You are viewing a plain text version of this content. The canonical link for it is here.
Posted to commits@nutch.apache.org by fe...@apache.org on 2012/02/15 10:38:59 UTC

svn commit: r1244416 - in /nutch/branches/nutchgora: CHANGES.txt src/java/org/apache/nutch/crawl/GeneratorReducer.java

Author: ferdy
Date: Wed Feb 15 09:38:58 2012
New Revision: 1244416

URL: http://svn.apache.org/viewvc?rev=1244416&view=rev
Log:
NUTCH-1279 Check if limit has been reached in GeneraterReducer must be the first check performance-wise.

Modified:
    nutch/branches/nutchgora/CHANGES.txt
    nutch/branches/nutchgora/src/java/org/apache/nutch/crawl/GeneratorReducer.java

Modified: nutch/branches/nutchgora/CHANGES.txt
URL: http://svn.apache.org/viewvc/nutch/branches/nutchgora/CHANGES.txt?rev=1244416&r1=1244415&r2=1244416&view=diff
==============================================================================
--- nutch/branches/nutchgora/CHANGES.txt (original)
+++ nutch/branches/nutchgora/CHANGES.txt Wed Feb 15 09:38:58 2012
@@ -2,6 +2,8 @@ Nutch Change Log
 
 Release nutchgora - Current Development
 
+* NUTCH-1279 Check if limit has been reached in GeneraterReducer must be the first check performance-wise. (ferdy)
+
 * NUTCH-1255 Change ivy.xml of all plugins to remove "nutch.root" property (ferdy)
 
 * NUTCH-1189 add commented out default settings to gora.properties file (lewismc, Ferdy)
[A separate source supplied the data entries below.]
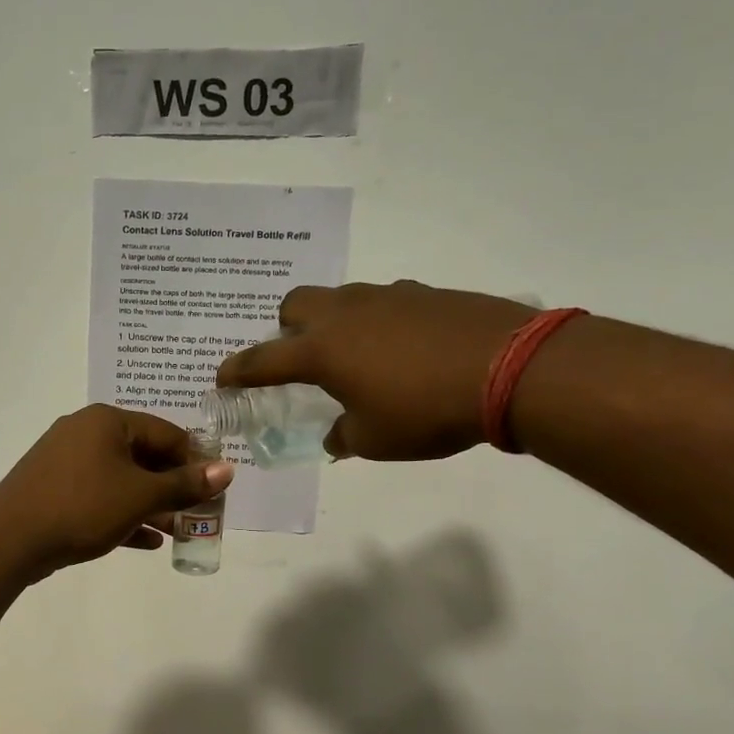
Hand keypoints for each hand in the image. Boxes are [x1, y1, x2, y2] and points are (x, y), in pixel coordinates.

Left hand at [0, 405, 234, 576]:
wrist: (10, 539)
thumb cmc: (82, 507)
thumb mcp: (140, 496)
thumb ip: (184, 485)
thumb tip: (227, 470)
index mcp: (107, 422)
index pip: (166, 433)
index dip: (195, 461)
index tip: (214, 490)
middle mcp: (85, 432)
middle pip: (143, 456)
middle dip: (172, 488)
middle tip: (197, 515)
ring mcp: (65, 461)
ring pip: (120, 480)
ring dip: (150, 505)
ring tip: (177, 532)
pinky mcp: (54, 489)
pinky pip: (98, 497)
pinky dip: (122, 515)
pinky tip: (146, 542)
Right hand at [216, 282, 535, 459]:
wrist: (512, 368)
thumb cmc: (427, 411)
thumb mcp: (376, 440)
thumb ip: (344, 436)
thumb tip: (337, 435)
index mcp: (323, 350)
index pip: (263, 359)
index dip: (238, 370)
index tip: (221, 377)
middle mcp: (346, 314)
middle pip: (295, 304)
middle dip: (287, 328)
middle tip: (300, 358)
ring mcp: (387, 296)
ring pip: (341, 298)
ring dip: (334, 323)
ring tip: (357, 357)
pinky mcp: (425, 293)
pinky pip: (384, 302)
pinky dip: (378, 322)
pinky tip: (403, 349)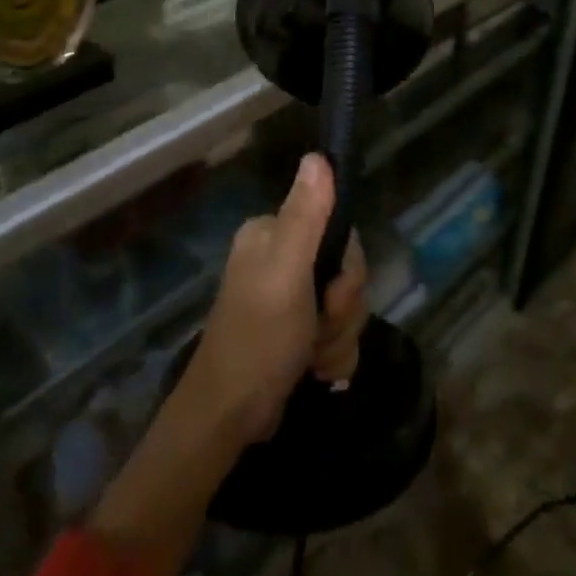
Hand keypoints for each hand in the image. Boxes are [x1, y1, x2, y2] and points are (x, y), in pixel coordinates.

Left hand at [183, 153, 368, 445]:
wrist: (229, 420)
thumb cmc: (258, 339)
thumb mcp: (287, 272)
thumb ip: (306, 215)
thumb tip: (319, 156)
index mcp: (273, 236)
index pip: (339, 230)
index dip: (347, 268)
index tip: (332, 294)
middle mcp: (281, 260)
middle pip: (346, 270)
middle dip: (342, 309)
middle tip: (318, 328)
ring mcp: (290, 300)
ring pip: (346, 306)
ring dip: (338, 337)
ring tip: (312, 359)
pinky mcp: (297, 334)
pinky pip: (339, 334)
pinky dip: (333, 356)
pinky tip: (315, 372)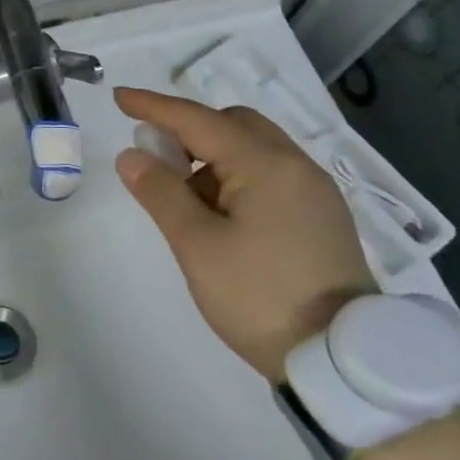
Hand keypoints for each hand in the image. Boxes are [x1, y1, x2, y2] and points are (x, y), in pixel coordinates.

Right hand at [112, 87, 372, 382]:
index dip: (154, 107)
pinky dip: (237, 176)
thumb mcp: (197, 246)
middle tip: (157, 159)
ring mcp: (314, 192)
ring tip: (186, 199)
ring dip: (212, 156)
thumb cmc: (259, 296)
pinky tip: (222, 215)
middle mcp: (296, 166)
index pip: (198, 120)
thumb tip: (132, 155)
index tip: (119, 98)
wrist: (340, 361)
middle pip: (234, 124)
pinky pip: (271, 174)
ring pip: (254, 149)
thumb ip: (161, 193)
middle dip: (189, 130)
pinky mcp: (322, 217)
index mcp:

Modified: nutch/branches/nutchgora/src/java/org/apache/nutch/crawl/GeneratorReducer.java
URL: http://svn.apache.org/viewvc/nutch/branches/nutchgora/src/java/org/apache/nutch/crawl/GeneratorReducer.java?rev=1244416&r1=1244415&r2=1244416&view=diff
==============================================================================
--- nutch/branches/nutchgora/src/java/org/apache/nutch/crawl/GeneratorReducer.java (original)
+++ nutch/branches/nutchgora/src/java/org/apache/nutch/crawl/GeneratorReducer.java Wed Feb 15 09:38:58 2012
@@ -50,6 +50,9 @@ extends GoraReducer<SelectorEntry, WebPa
   protected void reduce(SelectorEntry key, Iterable<WebPage> values,
       Context context) throws IOException, InterruptedException {
     for (WebPage page : values) {
+      if (count >= limit) {
+        return;
+      }
       if (maxCount > 0) {
         String hostordomain;
         if (byDomain) {
@@ -68,9 +71,6 @@ extends GoraReducer<SelectorEntry, WebPa
         }
         hostCountMap.put(hostordomain, hostCount + 1);
       }
-      if (count >= limit) {
-        return;
-      }
 
       Mark.GENERATE_MARK.putMark(page, batchId);
       context.write(TableUtil.reverseUrl(key.url), page);